Segment Start: DATA PROVIDED

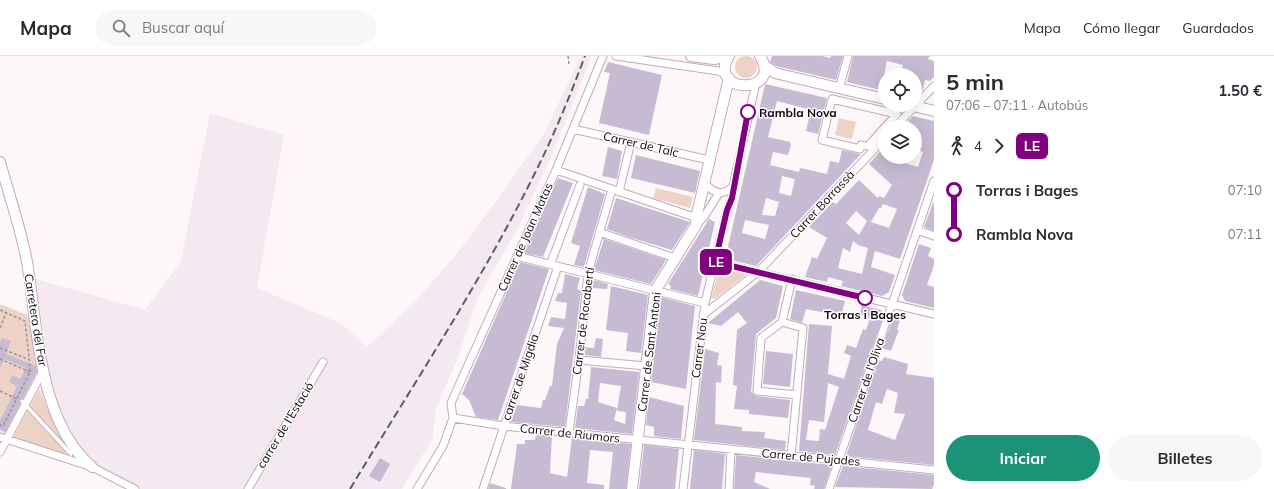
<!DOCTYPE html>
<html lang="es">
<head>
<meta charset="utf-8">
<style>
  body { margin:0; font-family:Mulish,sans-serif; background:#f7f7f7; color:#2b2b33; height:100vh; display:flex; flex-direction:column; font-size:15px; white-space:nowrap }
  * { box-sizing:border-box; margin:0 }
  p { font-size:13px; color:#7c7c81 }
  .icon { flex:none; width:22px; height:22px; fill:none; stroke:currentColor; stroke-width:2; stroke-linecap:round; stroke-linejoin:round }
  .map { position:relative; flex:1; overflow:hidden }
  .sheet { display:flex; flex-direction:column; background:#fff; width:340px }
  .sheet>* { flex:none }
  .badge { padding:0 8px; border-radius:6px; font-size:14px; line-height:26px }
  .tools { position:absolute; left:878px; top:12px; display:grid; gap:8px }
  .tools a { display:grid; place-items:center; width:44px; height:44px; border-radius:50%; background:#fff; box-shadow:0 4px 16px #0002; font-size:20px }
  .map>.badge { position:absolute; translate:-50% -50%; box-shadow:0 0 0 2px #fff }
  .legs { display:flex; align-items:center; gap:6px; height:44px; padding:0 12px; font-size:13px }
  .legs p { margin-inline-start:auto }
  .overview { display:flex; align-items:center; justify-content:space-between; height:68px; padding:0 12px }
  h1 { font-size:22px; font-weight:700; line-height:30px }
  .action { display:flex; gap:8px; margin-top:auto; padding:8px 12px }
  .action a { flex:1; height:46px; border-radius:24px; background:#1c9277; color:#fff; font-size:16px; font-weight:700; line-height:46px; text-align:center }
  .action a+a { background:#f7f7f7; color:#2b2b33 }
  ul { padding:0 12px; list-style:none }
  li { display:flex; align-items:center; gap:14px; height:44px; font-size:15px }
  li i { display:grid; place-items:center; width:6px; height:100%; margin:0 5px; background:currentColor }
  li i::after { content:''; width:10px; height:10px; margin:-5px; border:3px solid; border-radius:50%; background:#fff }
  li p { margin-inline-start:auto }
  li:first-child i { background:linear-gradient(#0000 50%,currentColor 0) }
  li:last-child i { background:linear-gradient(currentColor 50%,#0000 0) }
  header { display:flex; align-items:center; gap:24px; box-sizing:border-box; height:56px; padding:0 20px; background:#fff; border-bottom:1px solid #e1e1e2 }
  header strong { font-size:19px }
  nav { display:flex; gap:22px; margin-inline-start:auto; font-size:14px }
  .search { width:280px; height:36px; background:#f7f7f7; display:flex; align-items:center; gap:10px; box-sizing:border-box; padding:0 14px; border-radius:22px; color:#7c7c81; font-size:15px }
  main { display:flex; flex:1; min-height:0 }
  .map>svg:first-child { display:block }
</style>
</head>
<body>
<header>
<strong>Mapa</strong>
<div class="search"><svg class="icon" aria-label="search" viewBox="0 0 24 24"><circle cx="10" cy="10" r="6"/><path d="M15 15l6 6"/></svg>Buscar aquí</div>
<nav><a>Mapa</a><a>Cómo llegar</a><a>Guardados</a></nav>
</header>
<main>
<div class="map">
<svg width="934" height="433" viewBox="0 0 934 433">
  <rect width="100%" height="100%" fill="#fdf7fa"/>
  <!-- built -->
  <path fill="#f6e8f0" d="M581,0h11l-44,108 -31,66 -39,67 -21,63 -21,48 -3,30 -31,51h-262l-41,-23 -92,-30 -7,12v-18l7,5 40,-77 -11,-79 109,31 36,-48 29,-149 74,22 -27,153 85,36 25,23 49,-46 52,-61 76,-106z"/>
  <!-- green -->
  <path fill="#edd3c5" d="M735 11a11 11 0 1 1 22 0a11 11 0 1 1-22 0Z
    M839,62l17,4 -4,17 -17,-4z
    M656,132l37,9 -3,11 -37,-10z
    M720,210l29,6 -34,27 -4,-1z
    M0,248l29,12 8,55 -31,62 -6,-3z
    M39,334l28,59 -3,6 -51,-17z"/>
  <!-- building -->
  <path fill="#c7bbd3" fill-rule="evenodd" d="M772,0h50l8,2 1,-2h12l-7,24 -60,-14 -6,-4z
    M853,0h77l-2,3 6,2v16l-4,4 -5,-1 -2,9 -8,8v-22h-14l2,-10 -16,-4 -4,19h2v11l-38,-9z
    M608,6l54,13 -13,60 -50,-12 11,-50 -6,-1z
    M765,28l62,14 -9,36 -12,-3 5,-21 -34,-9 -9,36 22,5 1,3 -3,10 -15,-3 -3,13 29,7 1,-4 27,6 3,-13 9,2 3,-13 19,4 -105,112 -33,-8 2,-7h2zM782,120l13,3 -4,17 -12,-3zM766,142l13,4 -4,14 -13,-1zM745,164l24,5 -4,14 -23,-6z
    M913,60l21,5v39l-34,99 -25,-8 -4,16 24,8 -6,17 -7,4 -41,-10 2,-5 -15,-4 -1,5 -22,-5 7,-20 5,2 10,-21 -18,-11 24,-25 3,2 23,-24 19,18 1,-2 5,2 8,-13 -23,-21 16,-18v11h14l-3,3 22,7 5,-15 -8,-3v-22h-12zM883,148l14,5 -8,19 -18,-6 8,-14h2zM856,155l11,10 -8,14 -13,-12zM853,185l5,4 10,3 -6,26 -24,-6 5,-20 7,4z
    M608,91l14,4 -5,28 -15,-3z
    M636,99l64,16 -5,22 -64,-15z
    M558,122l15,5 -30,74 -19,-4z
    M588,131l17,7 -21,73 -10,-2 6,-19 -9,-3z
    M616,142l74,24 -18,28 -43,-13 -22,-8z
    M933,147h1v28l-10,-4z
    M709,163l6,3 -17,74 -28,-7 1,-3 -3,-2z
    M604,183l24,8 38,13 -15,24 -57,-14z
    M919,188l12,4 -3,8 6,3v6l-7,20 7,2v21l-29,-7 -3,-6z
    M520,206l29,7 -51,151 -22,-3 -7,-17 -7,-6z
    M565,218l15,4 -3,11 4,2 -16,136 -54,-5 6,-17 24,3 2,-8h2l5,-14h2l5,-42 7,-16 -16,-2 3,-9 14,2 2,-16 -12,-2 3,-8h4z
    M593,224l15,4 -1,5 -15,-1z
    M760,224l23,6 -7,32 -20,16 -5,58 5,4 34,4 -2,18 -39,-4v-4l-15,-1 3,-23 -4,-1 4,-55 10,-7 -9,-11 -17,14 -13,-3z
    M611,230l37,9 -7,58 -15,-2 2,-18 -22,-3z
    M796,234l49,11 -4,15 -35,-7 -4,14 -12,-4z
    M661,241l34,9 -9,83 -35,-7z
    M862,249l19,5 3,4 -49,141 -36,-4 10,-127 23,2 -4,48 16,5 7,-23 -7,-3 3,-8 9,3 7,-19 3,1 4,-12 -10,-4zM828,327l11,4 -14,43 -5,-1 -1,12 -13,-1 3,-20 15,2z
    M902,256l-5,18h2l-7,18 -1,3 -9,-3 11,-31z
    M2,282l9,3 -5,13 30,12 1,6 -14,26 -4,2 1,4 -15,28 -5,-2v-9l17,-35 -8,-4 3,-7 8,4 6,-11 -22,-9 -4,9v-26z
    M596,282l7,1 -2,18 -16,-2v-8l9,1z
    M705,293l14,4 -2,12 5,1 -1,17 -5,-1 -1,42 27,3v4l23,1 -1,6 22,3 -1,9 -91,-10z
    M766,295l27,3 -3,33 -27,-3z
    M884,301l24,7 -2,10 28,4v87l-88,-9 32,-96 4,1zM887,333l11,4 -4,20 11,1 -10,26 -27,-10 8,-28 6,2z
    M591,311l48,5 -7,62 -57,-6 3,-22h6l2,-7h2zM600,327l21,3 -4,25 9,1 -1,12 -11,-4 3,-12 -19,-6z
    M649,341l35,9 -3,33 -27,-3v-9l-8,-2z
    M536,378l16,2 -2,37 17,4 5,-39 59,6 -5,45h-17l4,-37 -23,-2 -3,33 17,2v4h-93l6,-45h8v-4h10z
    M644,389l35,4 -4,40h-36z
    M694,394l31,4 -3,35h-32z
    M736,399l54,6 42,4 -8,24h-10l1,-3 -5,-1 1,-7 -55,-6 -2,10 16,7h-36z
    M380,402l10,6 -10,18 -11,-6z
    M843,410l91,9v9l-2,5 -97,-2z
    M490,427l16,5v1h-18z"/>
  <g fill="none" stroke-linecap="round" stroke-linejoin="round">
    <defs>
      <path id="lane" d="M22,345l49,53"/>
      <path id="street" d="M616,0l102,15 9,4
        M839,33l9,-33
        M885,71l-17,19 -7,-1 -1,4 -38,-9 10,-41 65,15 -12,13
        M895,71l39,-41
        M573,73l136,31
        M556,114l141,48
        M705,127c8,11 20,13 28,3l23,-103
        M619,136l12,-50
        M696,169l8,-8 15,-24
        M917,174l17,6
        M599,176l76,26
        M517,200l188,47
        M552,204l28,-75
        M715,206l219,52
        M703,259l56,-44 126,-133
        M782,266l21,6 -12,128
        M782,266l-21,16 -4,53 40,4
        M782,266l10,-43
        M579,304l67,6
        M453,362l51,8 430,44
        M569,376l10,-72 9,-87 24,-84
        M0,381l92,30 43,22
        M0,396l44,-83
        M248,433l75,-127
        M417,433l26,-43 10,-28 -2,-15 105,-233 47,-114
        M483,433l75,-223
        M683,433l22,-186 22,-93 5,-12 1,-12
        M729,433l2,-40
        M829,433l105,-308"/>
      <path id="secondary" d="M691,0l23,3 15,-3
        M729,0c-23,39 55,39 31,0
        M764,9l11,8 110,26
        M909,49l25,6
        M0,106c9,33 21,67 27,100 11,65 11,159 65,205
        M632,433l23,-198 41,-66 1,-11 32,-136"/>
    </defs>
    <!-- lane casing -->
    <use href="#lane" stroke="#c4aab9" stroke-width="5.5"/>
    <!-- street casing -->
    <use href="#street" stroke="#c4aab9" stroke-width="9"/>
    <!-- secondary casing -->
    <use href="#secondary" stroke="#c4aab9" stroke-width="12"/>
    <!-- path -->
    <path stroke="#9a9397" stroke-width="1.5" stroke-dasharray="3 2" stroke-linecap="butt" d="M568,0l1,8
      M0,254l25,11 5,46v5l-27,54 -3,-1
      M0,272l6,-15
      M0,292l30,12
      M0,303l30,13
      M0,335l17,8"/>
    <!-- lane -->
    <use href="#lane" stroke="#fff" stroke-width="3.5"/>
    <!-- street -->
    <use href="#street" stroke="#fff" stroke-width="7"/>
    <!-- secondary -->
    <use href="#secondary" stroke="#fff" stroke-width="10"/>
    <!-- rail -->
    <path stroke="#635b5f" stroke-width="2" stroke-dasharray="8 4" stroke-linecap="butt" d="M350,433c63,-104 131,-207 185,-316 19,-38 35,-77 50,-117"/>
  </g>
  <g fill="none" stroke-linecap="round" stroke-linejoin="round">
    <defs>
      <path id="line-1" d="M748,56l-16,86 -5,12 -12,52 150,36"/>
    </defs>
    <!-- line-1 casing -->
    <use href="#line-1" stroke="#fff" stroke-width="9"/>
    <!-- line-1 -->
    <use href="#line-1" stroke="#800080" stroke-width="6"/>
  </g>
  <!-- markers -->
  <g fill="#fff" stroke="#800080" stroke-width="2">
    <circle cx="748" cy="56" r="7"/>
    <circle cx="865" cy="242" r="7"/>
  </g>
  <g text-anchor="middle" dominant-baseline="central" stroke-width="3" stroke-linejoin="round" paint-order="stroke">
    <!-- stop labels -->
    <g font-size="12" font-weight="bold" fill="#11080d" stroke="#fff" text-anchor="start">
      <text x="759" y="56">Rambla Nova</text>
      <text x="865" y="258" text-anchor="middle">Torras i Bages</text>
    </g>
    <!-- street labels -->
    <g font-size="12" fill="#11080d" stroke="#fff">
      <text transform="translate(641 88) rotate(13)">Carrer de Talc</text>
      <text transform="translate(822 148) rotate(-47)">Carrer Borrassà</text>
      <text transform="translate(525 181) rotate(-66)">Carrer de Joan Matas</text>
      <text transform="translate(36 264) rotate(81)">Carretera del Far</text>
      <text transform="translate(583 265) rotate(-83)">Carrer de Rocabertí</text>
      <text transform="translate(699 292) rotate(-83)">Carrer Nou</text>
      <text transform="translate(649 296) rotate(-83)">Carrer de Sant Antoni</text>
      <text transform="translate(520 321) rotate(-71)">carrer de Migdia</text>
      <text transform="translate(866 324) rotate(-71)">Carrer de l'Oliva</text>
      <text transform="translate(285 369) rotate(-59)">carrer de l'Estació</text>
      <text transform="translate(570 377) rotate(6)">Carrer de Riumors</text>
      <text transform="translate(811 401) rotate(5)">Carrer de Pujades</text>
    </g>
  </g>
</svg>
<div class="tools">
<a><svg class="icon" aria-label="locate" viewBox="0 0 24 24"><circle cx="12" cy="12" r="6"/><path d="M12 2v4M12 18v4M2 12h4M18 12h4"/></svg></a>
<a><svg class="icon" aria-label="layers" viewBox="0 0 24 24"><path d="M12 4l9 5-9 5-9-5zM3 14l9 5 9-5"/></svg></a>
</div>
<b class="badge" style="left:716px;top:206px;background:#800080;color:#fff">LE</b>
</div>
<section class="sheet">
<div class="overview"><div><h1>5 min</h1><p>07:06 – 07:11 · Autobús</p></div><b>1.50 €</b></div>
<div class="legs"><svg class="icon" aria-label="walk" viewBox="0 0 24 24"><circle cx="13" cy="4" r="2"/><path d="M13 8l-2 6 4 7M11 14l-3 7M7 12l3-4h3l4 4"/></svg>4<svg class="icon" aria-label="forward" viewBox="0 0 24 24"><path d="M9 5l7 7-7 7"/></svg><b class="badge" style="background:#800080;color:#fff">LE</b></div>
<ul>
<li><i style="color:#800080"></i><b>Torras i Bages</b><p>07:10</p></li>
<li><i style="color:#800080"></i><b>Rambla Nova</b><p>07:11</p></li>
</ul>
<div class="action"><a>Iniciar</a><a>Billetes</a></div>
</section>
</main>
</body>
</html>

Segment End: DATA PROVIDED

# WORK ITEM:
Give back, exactly as written, the lines from the top of the material through the line with "position:absolute; left:878px; top:12px;", ends included and pictures left aside.

# PROBLEM SOLUTION:
<!DOCTYPE html>
<html lang="es">
<head>
<meta charset="utf-8">
<style>
  body { margin:0; font-family:Mulish,sans-serif; background:#f7f7f7; color:#2b2b33; height:100vh; display:flex; flex-direction:column; font-size:15px; white-space:nowrap }
  * { box-sizing:border-box; margin:0 }
  p { font-size:13px; color:#7c7c81 }
  .icon { flex:none; width:22px; height:22px; fill:none; stroke:currentColor; stroke-width:2; stroke-linecap:round; stroke-linejoin:round }
  .map { position:relative; flex:1; overflow:hidden }
  .sheet { display:flex; flex-direction:column; background:#fff; width:340px }
  .sheet>* { flex:none }
  .badge { padding:0 8px; border-radius:6px; font-size:14px; line-height:26px }
  .tools { position:absolute; left:878px; top:12px; display:grid; gap:8px }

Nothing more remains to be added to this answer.